Para os auditores da CGU, essas informações carecem de uma discussão mais profunda sobre os seus riscos. Embora citem o caráter “disruptivo” das privatizações, os auditores apontam uma série de empecilhos quanto ao processo:

(a) segurança no tratamento de dados e informações sigilosos;
(b) fornecimento de serviços críticos de TI;
(c) dependência e posicionamento privilegiado de fornecedor privado;
(d) migração dos sistemas para o parque tecnológico de empresas privadas;
(e) majoração, no curto prazo, dos valores das contratações no mercado em relação aos valores atuais; e
(f) complexidade no suporte, manutenção e correção de sistemas estruturantes de gestão financeira.

Na questão da situação de “redução do risco fiscal”, os auditores deixaram transparecer que o governo estaria imputando às estatais, a culpa pelos órgãos federais terem baixa qualidade técnica para incrementar “seus níveis de maturidade em governança e gestão”. Mas no que a venda do Serpro e a Dataprev poderia contribuir efetivamente para uma melhora na qualidade técnica dos gestores públicos de TI?

Outra questão contraditória foi o governo cravar a informação de que o preços dos serviços de TI teriam redução. Os próprios técnicos da CGU negam essa possibilidade quanto levantam o risco de “majoração de preços no curto prazo” (item e).

E tem razão. Setores econômicos já privatizados não corroboram essa tese do governo. Por exemplo, a venda das refinarias da Petrobras não trouxe até agora nenhuma melhora no preço dos combustíveis para os consumidores. Da mesma forma, a venda das empresas de fertilizantes fragilizou ainda mais a situação da compra do produto no mercado interno. A Petrobras fechou três fábricas de insumos desde 2016 e aumentou dependência brasileira de importações, agora num cenário de guerra na Europa que envolve o maior fornecedor (Rússia) e com o dólar nas alturas dentro do Brasil.

Além disso, as despesas com pessoal e fornecedores privados carecem de planilhas comprobatórias para justificar o discurso de ganho para as contas do governo. Coisa que o Ministério da Economia nunca apresentou publicamente para corroborar essa tese. O ministério sequer foi à publico até hoje discutir essas privatizações. Tudo tem sido guardado sob absoluto sigilo.

Já sobre a questão de “incremento da competitividade”, a CGU diz não ser clara essa tese, ao colocar como “risco”, o fato de o comprador abocanhar os atuais contratos do Serpro e da Dataprev por mais de cinco anos (já autorizado pelo TCU quando tais contratos forem de interesse estratégico para o governo).
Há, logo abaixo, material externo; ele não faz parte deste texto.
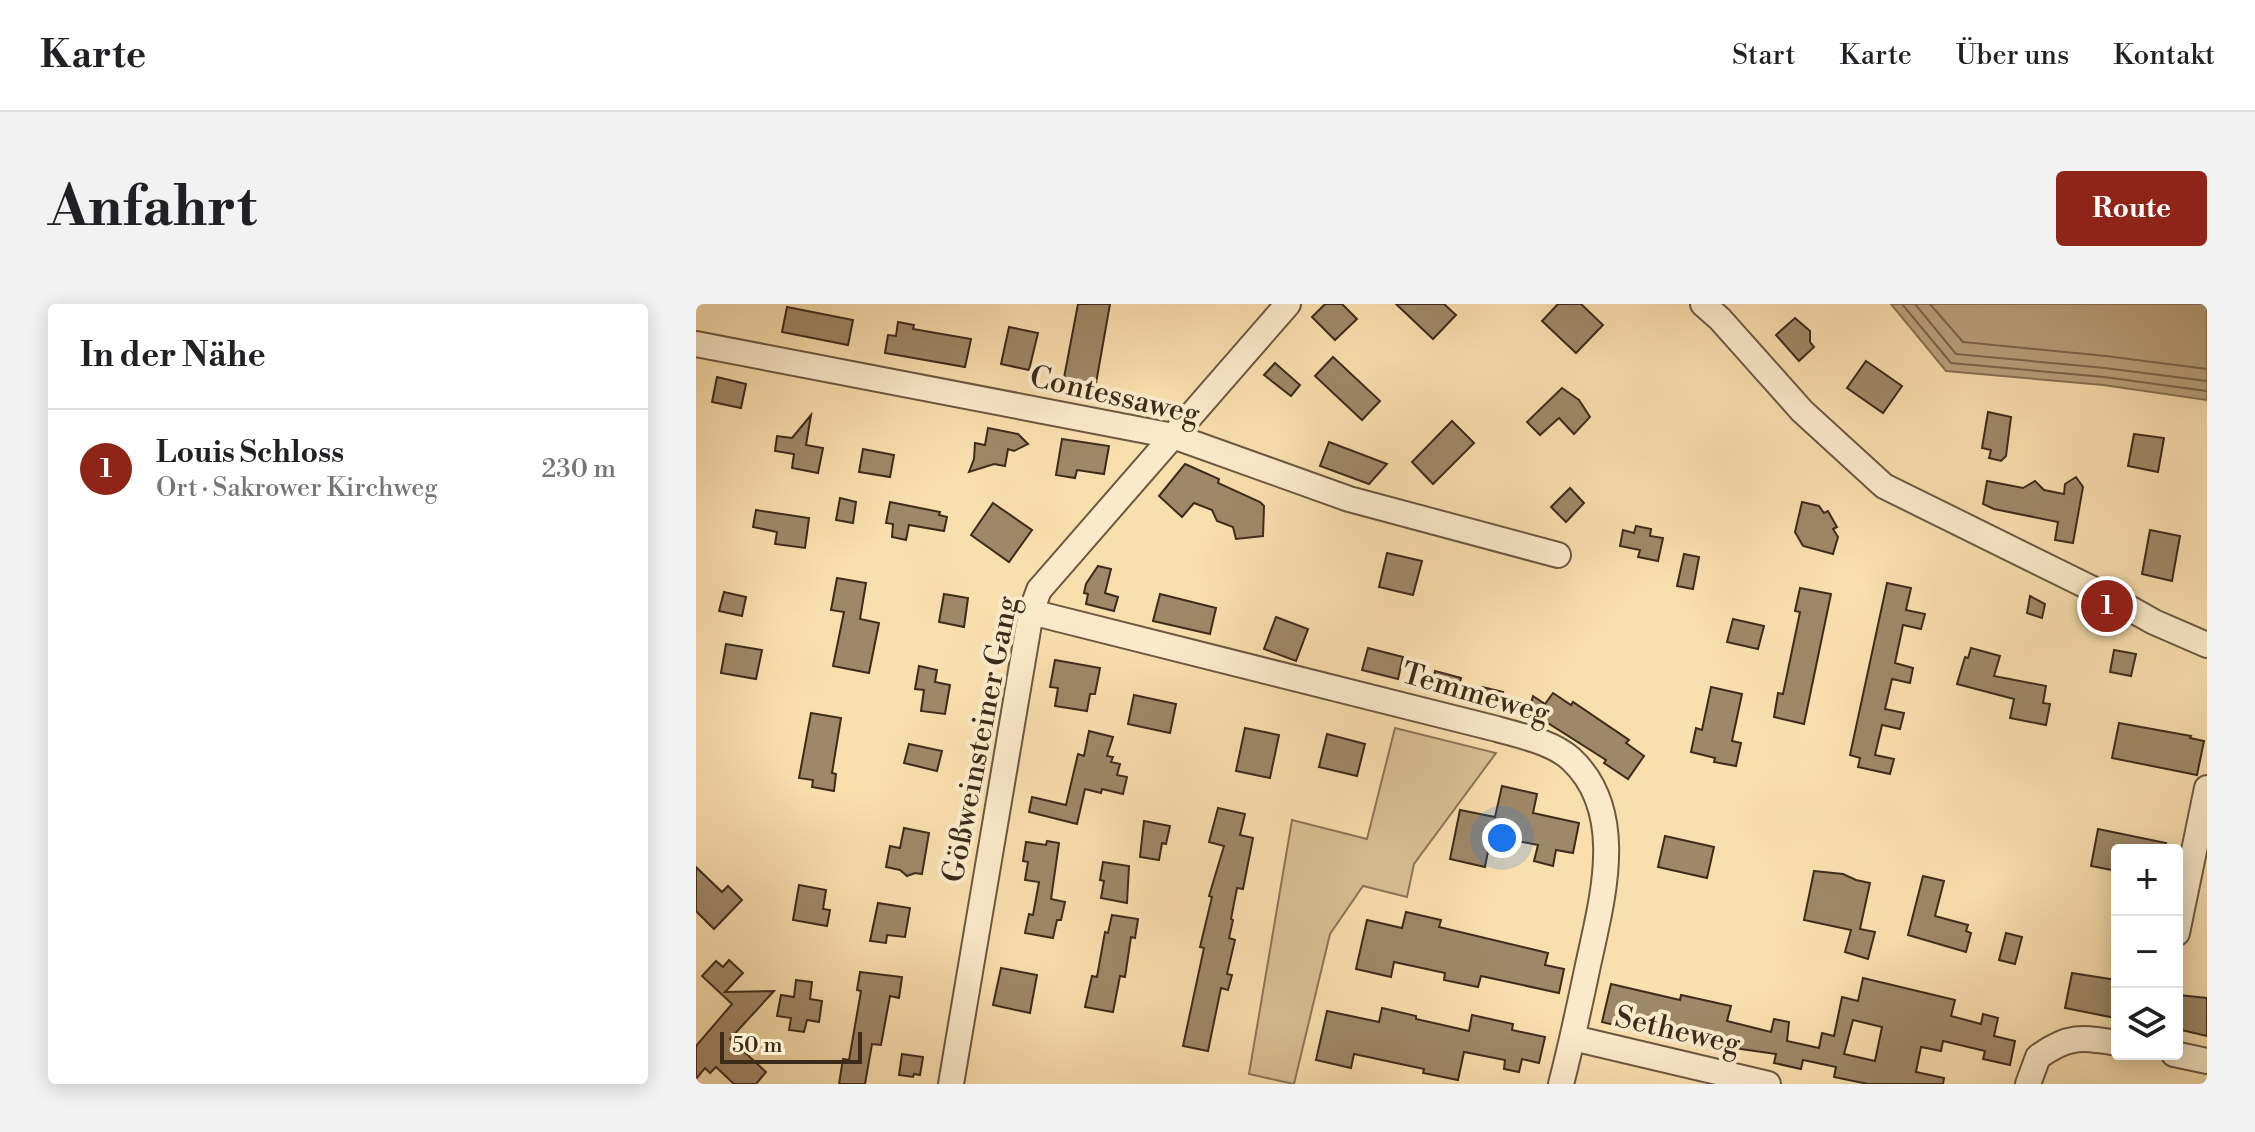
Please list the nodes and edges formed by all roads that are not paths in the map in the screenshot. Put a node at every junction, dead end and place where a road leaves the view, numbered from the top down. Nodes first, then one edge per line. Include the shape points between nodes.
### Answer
1 (1288, 304) edge
2 (1703, 304) edge
3 (696, 344) edge
4 (1173, 436) junction
5 (1558, 555) dead end
6 (1031, 612) junction
7 (2207, 645) edge
8 (2207, 788) edge
9 (2181, 916) edge
10 (1573, 1038) junction
11 (2111, 1042) edge
12 (2183, 1056) edge
13 (2207, 1061) edge
14 (951, 1084) edge
15 (1561, 1084) edge
16 (1768, 1084) edge
17 (2028, 1084) edge

1 - 4 street, Gößweinsteiner Gang
2 - 7 street via 1802,411 1884,486
3 - 4 street, Contessaweg
4 - 5 street, Contessaweg via 1349,499
4 - 6 street, Gößweinsteiner Gang via 1039,590
6 - 10 street, Temmeweg via 1497,729 1571,759 1596,793 1606,842 1600,910
6 - 14 street, Gößweinsteiner Gang
8 - 9 street
10 - 15 street, Temmeweg
10 - 16 street, Setheweg
11 - 17 street via 2068,1039 2038,1057
12 - 13 street

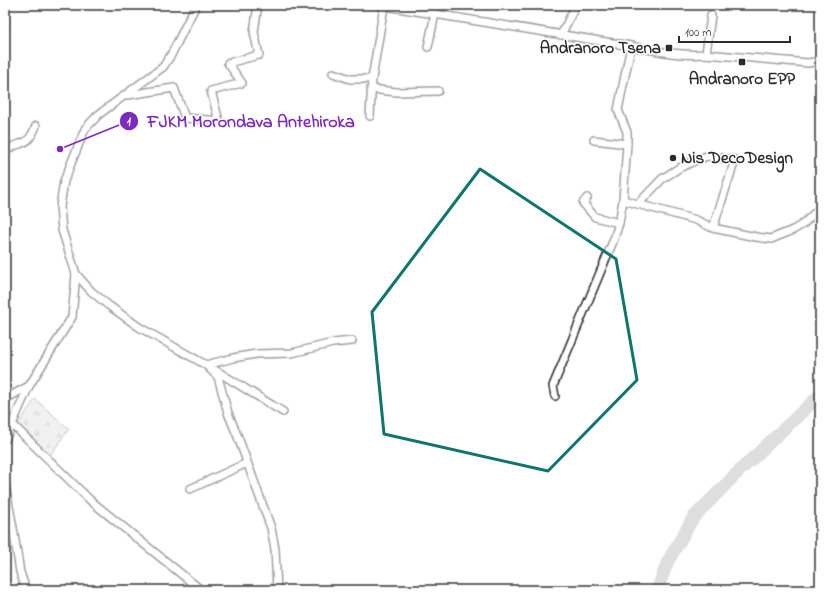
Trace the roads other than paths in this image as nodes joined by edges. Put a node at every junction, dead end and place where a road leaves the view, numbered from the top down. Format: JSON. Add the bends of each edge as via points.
{"nodes":[{"id":1,"x":196,"y":5,"type":"edge"},
{"id":2,"x":258,"y":5,"type":"edge"},
{"id":3,"x":576,"y":5,"type":"edge"},
{"id":4,"x":382,"y":6,"type":"edge"},
{"id":5,"x":435,"y":14,"type":"junction"},
{"id":6,"x":711,"y":15,"type":"dead end"},
{"id":7,"x":561,"y":35,"type":"junction"},
{"id":8,"x":631,"y":46,"type":"junction"},
{"id":9,"x":428,"y":47,"type":"dead end"},
{"id":10,"x":706,"y":54,"type":"junction"},
{"id":11,"x":820,"y":61,"type":"edge"},
{"id":12,"x":333,"y":73,"type":"dead end"},
{"id":13,"x":372,"y":79,"type":"junction"},
{"id":14,"x":371,"y":89,"type":"junction"},
{"id":15,"x":438,"y":91,"type":"dead end"},
{"id":16,"x":126,"y":95,"type":"junction"},
{"id":17,"x":370,"y":116,"type":"dead end"},
{"id":18,"x":36,"y":126,"type":"dead end"},
{"id":19,"x":594,"y":140,"type":"dead end"},
{"id":20,"x":627,"y":144,"type":"junction"},
{"id":21,"x":5,"y":152,"type":"edge"},
{"id":22,"x":587,"y":198,"type":"dead end"},
{"id":23,"x":623,"y":200,"type":"junction"},
{"id":24,"x":638,"y":204,"type":"junction"},
{"id":25,"x":820,"y":208,"type":"edge"},
{"id":26,"x":619,"y":223,"type":"junction"},
{"id":27,"x":714,"y":228,"type":"junction"},
{"id":28,"x":76,"y":274,"type":"junction"},
{"id":29,"x":352,"y":341,"type":"dead end"},
{"id":30,"x":206,"y":364,"type":"junction"},
{"id":31,"x":29,"y":386,"type":"junction"},
{"id":32,"x":555,"y":396,"type":"dead end"},
{"id":33,"x":5,"y":398,"type":"edge"},
{"id":34,"x":283,"y":412,"type":"dead end"},
{"id":35,"x":8,"y":423,"type":"edge"},
{"id":36,"x":5,"y":440,"type":"edge"},
{"id":37,"x":247,"y":463,"type":"junction"},
{"id":38,"x":5,"y":485,"type":"edge"},
{"id":39,"x":190,"y":489,"type":"dead end"},
{"id":40,"x":26,"y":590,"type":"edge"},
{"id":41,"x":201,"y":590,"type":"edge"},
{"id":42,"x":278,"y":590,"type":"edge"}],
"edges":[{"from":1,"to":16,"type":"street","via":[[163,67]]},
{"from":2,"to":16,"type":"street","via":[[254,32],[259,55],[228,63],[242,83],[211,91],[219,121],[185,118],[174,88]]},
{"from":3,"to":7,"type":"street"},
{"from":4,"to":5,"type":"street"},
{"from":4,"to":13,"type":"street"},
{"from":5,"to":7,"type":"street"},
{"from":5,"to":9,"type":"street"},
{"from":6,"to":10,"type":"street"},
{"from":7,"to":8,"type":"street"},
{"from":8,"to":10,"type":"street","via":[[667,54]]},
{"from":8,"to":20,"type":"street","via":[[618,110],[627,132]]},
{"from":10,"to":11,"type":"street","via":[[808,63]]},
{"from":12,"to":13,"type":"street","via":[[350,79]]},
{"from":13,"to":14,"type":"street"},
{"from":14,"to":15,"type":"street","via":[[396,92]]},
{"from":14,"to":17,"type":"street"},
{"from":16,"to":28,"type":"street","via":[[98,115],[85,129],[64,181],[60,207],[62,230]]},
{"from":18,"to":21,"type":"street","via":[[27,142],[10,147]]},
{"from":19,"to":20,"type":"street"},
{"from":20,"to":23,"type":"street"},
{"from":22,"to":26,"type":"street","via":[[583,203],[595,217]]},
{"from":23,"to":24,"type":"street"},
{"from":23,"to":26,"type":"street"},
{"from":24,"to":27,"type":"street","via":[[696,220]]},
{"from":24,"to":27,"type":"street","via":[[662,180],[679,168],[699,159],[707,156],[736,160]]},
{"from":25,"to":27,"type":"street","via":[[803,224],[771,239]]},
{"from":26,"to":32,"type":"street","via":[[553,386]]},
{"from":28,"to":30,"type":"street","via":[[108,305],[139,326]]},
{"from":28,"to":31,"type":"street","via":[[72,317]]},
{"from":29,"to":30,"type":"street","via":[[292,353],[256,354]]},
{"from":30,"to":34,"type":"street"},
{"from":30,"to":37,"type":"street","via":[[218,377],[228,413]]},
{"from":31,"to":33,"type":"street"},
{"from":31,"to":35,"type":"street"},
{"from":35,"to":36,"type":"street"},
{"from":35,"to":41,"type":"street","via":[[92,501]]},
{"from":37,"to":39,"type":"street"},
{"from":37,"to":42,"type":"street","via":[[271,528]]},
{"from":38,"to":40,"type":"street","via":[[20,572]]}]}
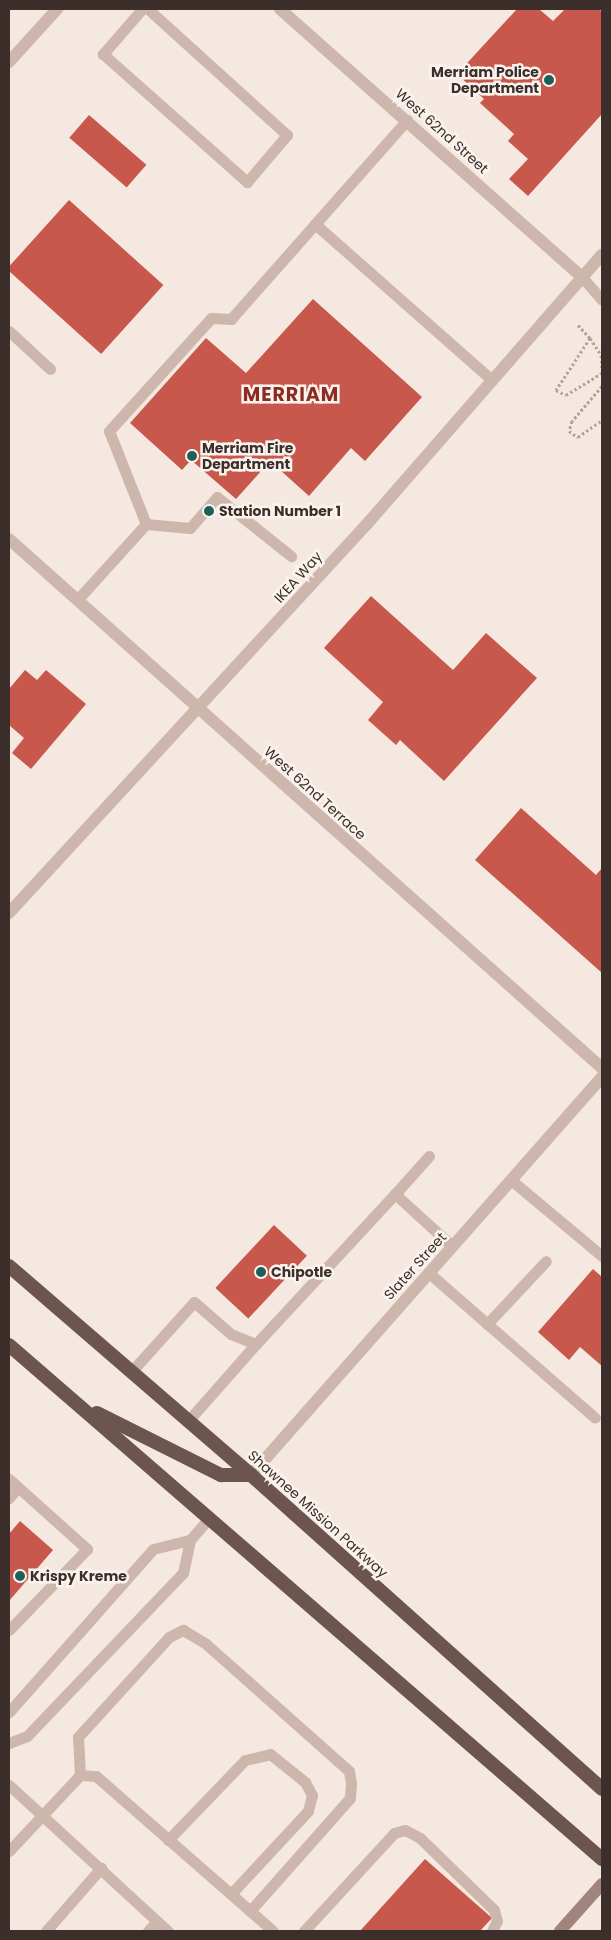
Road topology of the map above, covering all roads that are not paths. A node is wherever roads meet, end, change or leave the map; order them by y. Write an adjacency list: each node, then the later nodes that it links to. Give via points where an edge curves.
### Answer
1 (57, 9): 5 (street)
2 (142, 9): 3 (lane, via 102,54 247,182 287,135)
3 (148, 9)
4 (280, 9): 6 (street, West 62nd Street)
5 (9, 62)
6 (407, 120): 7 (lane); 9 (street, West 62nd Street)
7 (315, 224): 13 (lane); 14 (lane, via 231,320 211,318 109,431)
8 (602, 255): 9 (street, IKEA Way)
9 (582, 277): 10 (lane); 13 (street, IKEA Way)
10 (602, 300)
11 (9, 331): 12 (lane)
12 (50, 369)
13 (492, 380): 18 (street, IKEA Way, via 367,524)
14 (146, 524): 16 (lane, via 190,528 217,497); 17 (lane)
15 (9, 539): 17 (street, West 62nd Terrace)
16 (291, 556)
17 (78, 599): 18 (street, West 62nd Terrace)
18 (198, 707): 19 (street, IKEA Way); 20 (street, West 62nd Terrace)
19 (9, 913)
20 (602, 1068)
21 (602, 1077): 23 (street, Slater Street)
22 (429, 1156): 24 (lane)
23 (512, 1180): 25 (street, Slater Street); 26 (lane)
24 (395, 1194): 25 (lane); 31 (lane)
25 (452, 1246): 29 (street, Slater Street)
26 (602, 1256)
27 (546, 1261): 30 (lane)
28 (9, 1266): 33 (highway, Shawnee Mission Parkway)
29 (429, 1273): 30 (lane); 37 (street, Slater Street)
30 (487, 1324): 35 (lane)
31 (256, 1344): 33 (lane, via 231,1334 194,1302); 36 (lane)
32 (9, 1345): 34 (highway)
33 (131, 1372): 36 (highway, Shawnee Mission Parkway)
34 (76, 1402): 37 (highway, via 222,1475); 41 (highway)
35 (596, 1418)
36 (188, 1421): 37 (highway, Shawnee Mission Parkway)
37 (251, 1474): 48 (highway, Shawnee Mission Parkway)
38 (9, 1479): 39 (lane)
39 (18, 1487): 40 (lane); 43 (lane, via 87,1549)
40 (9, 1498)
41 (210, 1517): 42 (lane); 52 (highway)
42 (190, 1540): 44 (lane, via 153,1550); 45 (lane, via 183,1573 27,1736)
43 (9, 1630)
44 (9, 1712)
45 (9, 1743)
46 (80, 1775): 49 (lane); 50 (lane, via 96,1776 108,1784); 56 (lane, via 78,1737 169,1637 183,1630 206,1644 350,1771 352,1783 350,1798)
47 (9, 1785): 49 (lane)
48 (602, 1789)
49 (42, 1814): 51 (lane); 53 (lane)
50 (168, 1840): 55 (lane); 55 (lane, via 245,1760 270,1754 305,1782 312,1795 308,1811)
51 (9, 1851)
52 (602, 1859)
53 (101, 1868): 57 (lane); 58 (lane)
54 (602, 1884): 64 (main road)
55 (231, 1894): 56 (lane)
56 (250, 1911): 61 (lane)
57 (157, 1921): 59 (lane); 60 (lane)
58 (46, 1931)
59 (148, 1931)
60 (168, 1931)
61 (273, 1931)
62 (304, 1931): 63 (lane, via 394,1834 405,1830 420,1838 494,1910 498,1920)
63 (492, 1931)
64 (560, 1931)

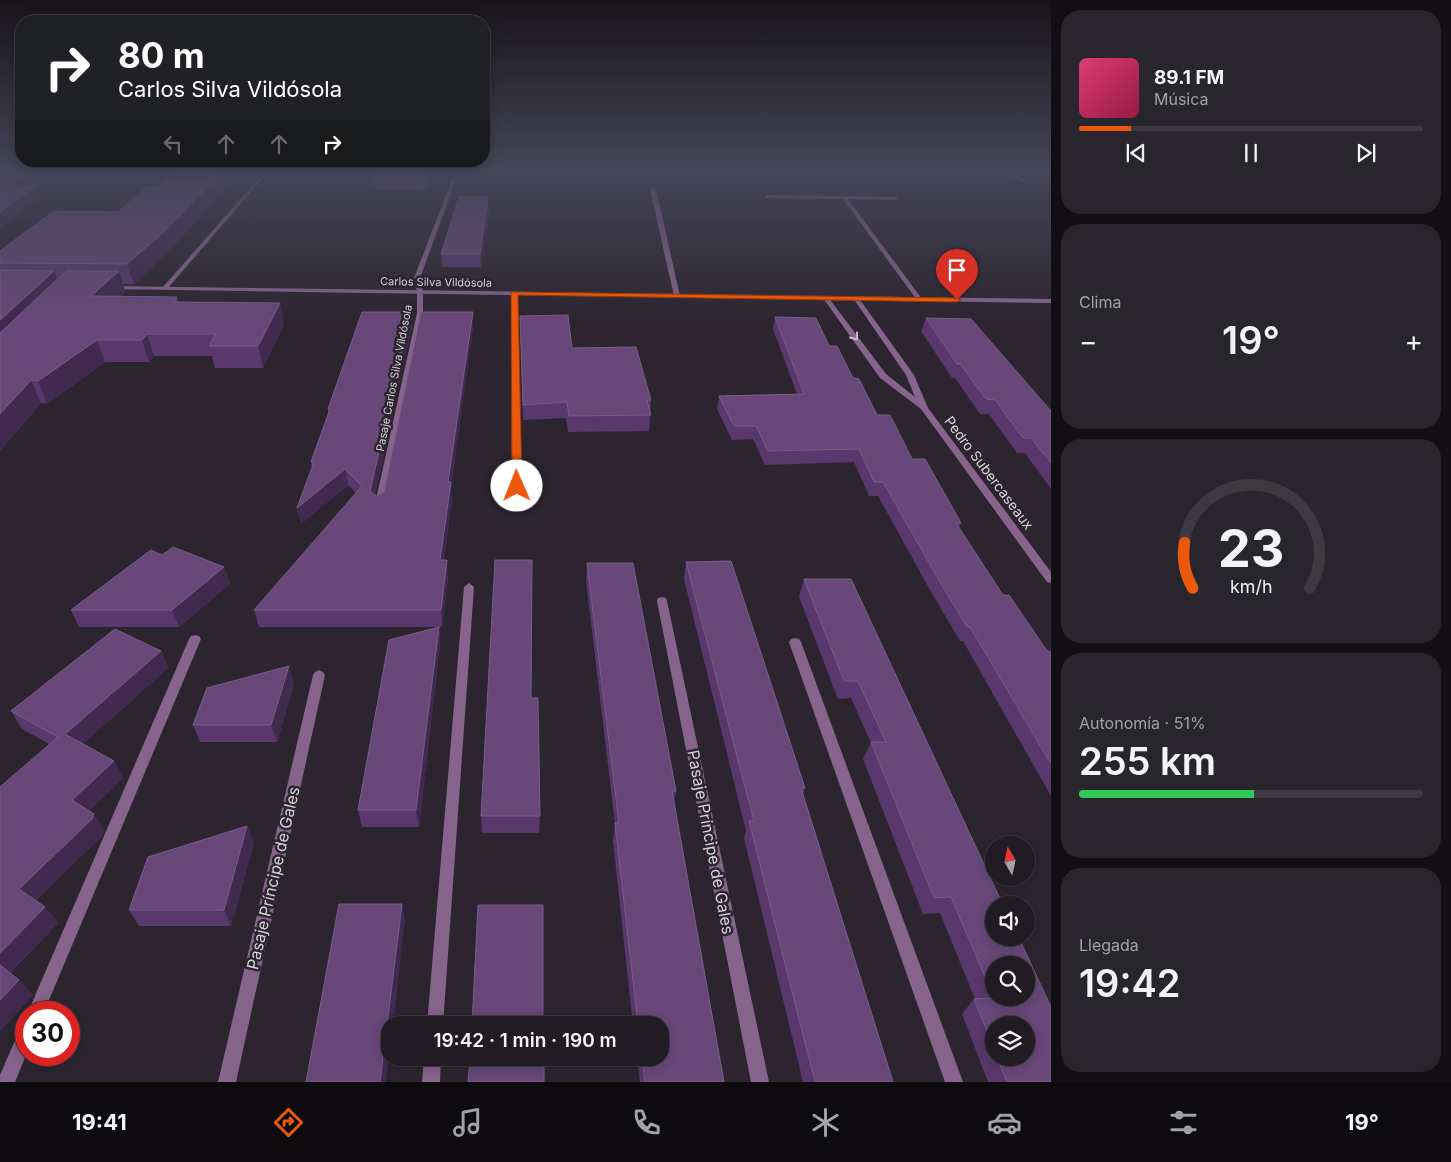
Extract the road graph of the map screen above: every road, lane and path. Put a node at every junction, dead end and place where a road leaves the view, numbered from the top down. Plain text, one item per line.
1 (225, 219) edge
2 (439, 219) edge
3 (659, 219) edge
4 (861, 219) edge
5 (99, 287) edge
6 (165, 288) junction
7 (420, 292) junction
8 (514, 293) junction
9 (677, 296) junction
10 (826, 298) junction
11 (856, 298) junction
12 (919, 299) junction
13 (1051, 301) edge
14 (924, 408) junction
15 (517, 486) dead end
16 (379, 508) edge
17 (1051, 579) edge
18 (468, 587) dead end
19 (662, 601) dead end
20 (195, 639) dead end
21 (795, 642) dead end
22 (319, 675) dead end
23 (41, 1001) edge
24 (436, 1016) edge
25 (15, 1061) edge
26 (432, 1066) edge
27 (6, 1082) edge
28 (227, 1082) edge
29 (431, 1082) edge
30 (760, 1082) edge
31 (954, 1082) edge

1 - 6 street
2 - 7 street, Pasaje Carlos Silva Vildósola
3 - 9 street
4 - 12 street
5 - 6 street, Carlos Silva Vildósola
6 - 7 street, Carlos Silva Vildósola
7 - 8 street, Carlos Silva Vildósola
7 - 16 street, Pasaje Carlos Silva Vildósola
8 - 9 street, Carlos Silva Vildósola
8 - 15 street
9 - 10 street, Carlos Silva Vildósola
10 - 11 street, Carlos Silva Vildósola
10 -> 14 street, Pedro Subercaseaux
11 - 12 street, Carlos Silva Vildósola
11 - 14 street, Pedro Subercaseaux
12 - 13 street, Carlos Silva Vildósola
14 - 17 street, Pedro Subercaseaux
18 - 24 street
19 - 30 street, Pasaje Príncipe de Gales
20 - 23 street
21 - 31 street
22 - 28 street, Pasaje Príncipe de Gales
25 - 27 street
26 - 29 street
E os auditores nem entraram no mérito para criticar a venda de estatais de TI, sobre os “riscos” de vazamentos de dados dos cidadãos, hoje em poder do Estado e das responsabilidades previstas na LGPD. Preferiam apenas se ater ao questionamento na Segurança da Informação, de eventuais vazamentos de informações sigilosas de governo.

Por fim, outro “risco” levantado pela CGU que chama a atenção é quanto a complexidade da migração dos sistemas legados de estatais para empresas privadas. É notório o caso da Dataprev, que após mais de 15 anos abandonou o processo de rebaixamento de um dos mainframes que dispõe nos seus três centros de dados, sob a alegação de que a empresa privada contratada para o serviço não deu conta do recado.

Mesmo sendo ordem do Ministério Público Federal o projeto foi enterrado na Dataprev. Quem embromou nessa questão, a estatal ou a empresa privada que se dispôs fazer o serviço? Isso nunca foi respondido pelos organismos de controle.

A data estimada pelo Ministério da Economia para as privatizações do Serpro e da Dataprev ficou para 2023. Ou seja, o Governo Bolsonaro já jogou a toalha sobre o assunto, que somente será retomado se o presidente conseguir a reeleição.

*Os relatórios Serro e Dataprev estão na página da Controladoria-Geral da União.